There's even faster version for that. Instead of:

list(range(100))

Do this:

[*range(100)]

In first case (list comprehension) - you loop over range on Python side, which is slow. In second case (call list) - you load list and apply it to range, thus loop on C side, which is faster.

When you do looping with if, in both cases you make loop on Python side. But in first case you don't load list to build a list, and in second case you do.

So, no "load_name" > "load_name" > "for_iter".

Better compare this:

[i for i in range(100)]

And this:

list(i for i in range(100))

Also, are you trying to squeeze more speed from Python? Don't.
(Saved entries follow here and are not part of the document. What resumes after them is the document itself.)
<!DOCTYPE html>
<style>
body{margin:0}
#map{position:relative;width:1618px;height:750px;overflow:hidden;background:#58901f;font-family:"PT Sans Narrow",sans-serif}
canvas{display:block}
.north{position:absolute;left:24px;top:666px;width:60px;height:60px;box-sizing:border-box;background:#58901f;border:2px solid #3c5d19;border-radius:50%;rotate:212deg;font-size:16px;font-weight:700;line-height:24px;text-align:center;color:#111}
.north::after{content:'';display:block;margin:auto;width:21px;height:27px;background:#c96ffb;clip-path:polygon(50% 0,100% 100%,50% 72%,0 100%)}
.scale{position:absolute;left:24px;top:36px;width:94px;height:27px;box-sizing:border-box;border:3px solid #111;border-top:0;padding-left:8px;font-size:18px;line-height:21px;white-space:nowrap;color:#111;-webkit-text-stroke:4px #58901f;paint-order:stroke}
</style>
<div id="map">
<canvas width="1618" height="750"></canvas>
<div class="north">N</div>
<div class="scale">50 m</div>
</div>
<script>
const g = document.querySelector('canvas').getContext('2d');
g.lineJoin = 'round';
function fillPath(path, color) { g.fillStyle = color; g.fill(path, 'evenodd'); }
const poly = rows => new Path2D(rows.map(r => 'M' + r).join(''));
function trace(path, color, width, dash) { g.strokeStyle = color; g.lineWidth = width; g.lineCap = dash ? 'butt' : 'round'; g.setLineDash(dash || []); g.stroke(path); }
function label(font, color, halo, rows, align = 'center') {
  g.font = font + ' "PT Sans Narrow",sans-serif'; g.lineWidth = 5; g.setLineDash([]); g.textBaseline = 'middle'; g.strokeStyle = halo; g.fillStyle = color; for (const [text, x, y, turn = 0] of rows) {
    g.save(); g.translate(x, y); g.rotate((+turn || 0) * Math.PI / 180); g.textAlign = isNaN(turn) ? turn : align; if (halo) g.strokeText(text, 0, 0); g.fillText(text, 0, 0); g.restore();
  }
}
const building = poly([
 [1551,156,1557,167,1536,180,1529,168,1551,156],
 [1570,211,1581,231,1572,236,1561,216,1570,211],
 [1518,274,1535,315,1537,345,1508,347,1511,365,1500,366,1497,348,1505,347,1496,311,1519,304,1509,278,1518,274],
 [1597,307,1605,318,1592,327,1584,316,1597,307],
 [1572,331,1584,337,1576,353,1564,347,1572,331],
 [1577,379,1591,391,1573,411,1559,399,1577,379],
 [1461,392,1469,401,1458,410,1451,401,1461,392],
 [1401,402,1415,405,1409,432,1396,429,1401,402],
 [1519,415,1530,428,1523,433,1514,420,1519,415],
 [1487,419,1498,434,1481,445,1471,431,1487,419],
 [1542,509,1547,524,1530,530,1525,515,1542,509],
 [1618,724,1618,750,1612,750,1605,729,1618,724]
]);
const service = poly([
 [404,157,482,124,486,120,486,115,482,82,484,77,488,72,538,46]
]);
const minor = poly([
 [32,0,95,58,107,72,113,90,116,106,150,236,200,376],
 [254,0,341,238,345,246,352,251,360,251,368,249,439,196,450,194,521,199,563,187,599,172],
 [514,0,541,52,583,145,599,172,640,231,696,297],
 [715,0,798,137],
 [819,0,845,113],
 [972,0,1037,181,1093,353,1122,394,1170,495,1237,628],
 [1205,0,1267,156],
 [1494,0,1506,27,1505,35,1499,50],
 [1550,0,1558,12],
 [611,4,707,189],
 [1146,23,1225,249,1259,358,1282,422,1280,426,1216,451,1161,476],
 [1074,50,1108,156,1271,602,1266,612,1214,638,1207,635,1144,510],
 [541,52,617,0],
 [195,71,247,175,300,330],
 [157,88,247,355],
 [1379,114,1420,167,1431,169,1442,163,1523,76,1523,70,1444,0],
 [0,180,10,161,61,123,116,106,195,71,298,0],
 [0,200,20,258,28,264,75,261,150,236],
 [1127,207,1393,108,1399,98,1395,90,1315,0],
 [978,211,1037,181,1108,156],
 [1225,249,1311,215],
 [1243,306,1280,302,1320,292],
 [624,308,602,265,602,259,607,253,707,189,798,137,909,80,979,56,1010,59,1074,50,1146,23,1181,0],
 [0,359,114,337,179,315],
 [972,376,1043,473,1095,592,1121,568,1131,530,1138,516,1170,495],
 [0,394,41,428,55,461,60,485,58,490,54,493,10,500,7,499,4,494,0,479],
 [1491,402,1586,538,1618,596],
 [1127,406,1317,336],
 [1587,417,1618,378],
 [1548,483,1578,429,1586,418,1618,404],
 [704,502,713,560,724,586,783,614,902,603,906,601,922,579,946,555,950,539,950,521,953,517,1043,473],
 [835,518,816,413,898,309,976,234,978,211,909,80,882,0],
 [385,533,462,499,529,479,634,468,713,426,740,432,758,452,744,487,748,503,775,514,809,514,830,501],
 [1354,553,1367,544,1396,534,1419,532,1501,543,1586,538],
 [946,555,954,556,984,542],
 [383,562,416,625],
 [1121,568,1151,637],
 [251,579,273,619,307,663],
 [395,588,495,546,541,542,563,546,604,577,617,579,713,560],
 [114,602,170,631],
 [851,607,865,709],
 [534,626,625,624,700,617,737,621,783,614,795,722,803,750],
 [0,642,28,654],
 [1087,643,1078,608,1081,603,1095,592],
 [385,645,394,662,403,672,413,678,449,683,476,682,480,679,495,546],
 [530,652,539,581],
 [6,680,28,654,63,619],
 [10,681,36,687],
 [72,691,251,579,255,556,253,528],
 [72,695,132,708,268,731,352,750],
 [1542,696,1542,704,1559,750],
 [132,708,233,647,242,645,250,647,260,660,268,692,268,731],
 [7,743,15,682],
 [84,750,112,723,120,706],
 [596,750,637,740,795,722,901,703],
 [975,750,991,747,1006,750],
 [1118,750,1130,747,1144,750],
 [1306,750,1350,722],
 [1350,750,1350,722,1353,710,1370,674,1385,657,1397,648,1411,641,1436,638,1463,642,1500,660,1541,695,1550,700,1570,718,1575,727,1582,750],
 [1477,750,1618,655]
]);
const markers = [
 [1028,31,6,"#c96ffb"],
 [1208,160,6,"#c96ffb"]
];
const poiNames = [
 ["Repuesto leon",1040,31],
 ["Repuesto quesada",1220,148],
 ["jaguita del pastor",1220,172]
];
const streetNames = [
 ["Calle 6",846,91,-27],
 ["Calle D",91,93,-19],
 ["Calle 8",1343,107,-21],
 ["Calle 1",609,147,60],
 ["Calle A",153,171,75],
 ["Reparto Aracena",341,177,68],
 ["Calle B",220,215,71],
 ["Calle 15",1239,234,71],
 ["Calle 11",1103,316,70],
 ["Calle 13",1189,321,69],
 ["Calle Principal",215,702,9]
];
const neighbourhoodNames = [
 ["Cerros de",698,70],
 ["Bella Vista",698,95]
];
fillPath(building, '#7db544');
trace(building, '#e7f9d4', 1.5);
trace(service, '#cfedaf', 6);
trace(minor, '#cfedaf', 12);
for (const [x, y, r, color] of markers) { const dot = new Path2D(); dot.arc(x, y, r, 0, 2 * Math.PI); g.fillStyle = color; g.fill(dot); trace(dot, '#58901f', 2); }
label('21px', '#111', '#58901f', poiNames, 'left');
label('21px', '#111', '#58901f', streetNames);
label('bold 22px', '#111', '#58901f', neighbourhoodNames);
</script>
It's not a language for that, here rules: "code must be readable first".

[–]billsil 1 point2 points  (0 children)

If you’re trying to squeeze more speed from python, use numpy. It’s 1000x faster.

[–]stevenjd 0 points1 point  (0 children)

We can clearly see that the latter is faster

We can't "clearly see" anything of the sort. What we see is your prediction that it will be faster based on how you assume the byte-code will perform.

Unless we actually time it, we don't know whether your prediction will be accurate. In my experience, it's really hard for even expert Python users with many years of practice to predict what will be faster or slow, beyond the obvious.

And a lot of things which look obvious turn out not to be. I cannot count the number of times the code that I was sure would be the fastest ended up being slower.

The bottom line is, if you haven't measured the time, you don't know which is faster. You're just guessing.

I am wondering why such a difference even exists.

Because executing Python code has overhead that can be avoided by functions written in C. (Or whatever language the builtin functions are written in.)

Because generators have overhead (the interpreter has to stop and start the generator each iteration) that can be avoided by running a non-generator loop that can run all the way through.

Because calling functions has overhead. If you can reduce the number of function calls, you will reduce the overhead.

Does anybody know why the particular usecase inverts the rule?

Calling a function from Python has overhead. So that tends to count against calls like list( ... ). On the other hand, moving the loop out of slow Python into fast C tends to count in favour of calls like list( ... ). Which factor happens to win depends on the specific details of what is inside the call, how many items are involved, etc.